> **WORK INSTRUCTION**
Produce the listing below again, exactly as shown.

> **LISTED ENTRIES**
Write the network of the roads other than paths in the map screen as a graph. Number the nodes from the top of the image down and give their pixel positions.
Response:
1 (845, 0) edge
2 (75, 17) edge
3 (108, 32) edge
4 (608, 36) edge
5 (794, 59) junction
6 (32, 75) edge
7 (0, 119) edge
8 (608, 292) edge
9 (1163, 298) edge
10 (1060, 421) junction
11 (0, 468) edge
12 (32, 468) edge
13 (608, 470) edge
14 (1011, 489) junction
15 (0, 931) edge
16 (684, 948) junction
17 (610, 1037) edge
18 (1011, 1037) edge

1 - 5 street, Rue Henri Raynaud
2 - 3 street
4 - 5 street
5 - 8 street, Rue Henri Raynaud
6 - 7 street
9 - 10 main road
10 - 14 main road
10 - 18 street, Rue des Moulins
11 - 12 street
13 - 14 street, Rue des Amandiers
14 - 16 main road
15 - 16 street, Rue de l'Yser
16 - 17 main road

> **EXERCISE RESPONSE**
Write the network of the roads other than paths in the map screen as a graph. Number the nodes from the top of the image down and give their pixel positions.
Response:
1 (845, 0) edge
2 (75, 17) edge
3 (108, 32) edge
4 (608, 36) edge
5 (794, 59) junction
6 (32, 75) edge
7 (0, 119) edge
8 (608, 292) edge
9 (1163, 298) edge
10 (1060, 421) junction
11 (0, 468) edge
12 (32, 468) edge
13 (608, 470) edge
14 (1011, 489) junction
15 (0, 931) edge
16 (684, 948) junction
17 (610, 1037) edge
18 (1011, 1037) edge

1 - 5 street, Rue Henri Raynaud
2 - 3 street
4 - 5 street
5 - 8 street, Rue Henri Raynaud
6 - 7 street
9 - 10 main road
10 - 14 main road
10 - 18 street, Rue des Moulins
11 - 12 street
13 - 14 street, Rue des Amandiers
14 - 16 main road
15 - 16 street, Rue de l'Yser
16 - 17 main road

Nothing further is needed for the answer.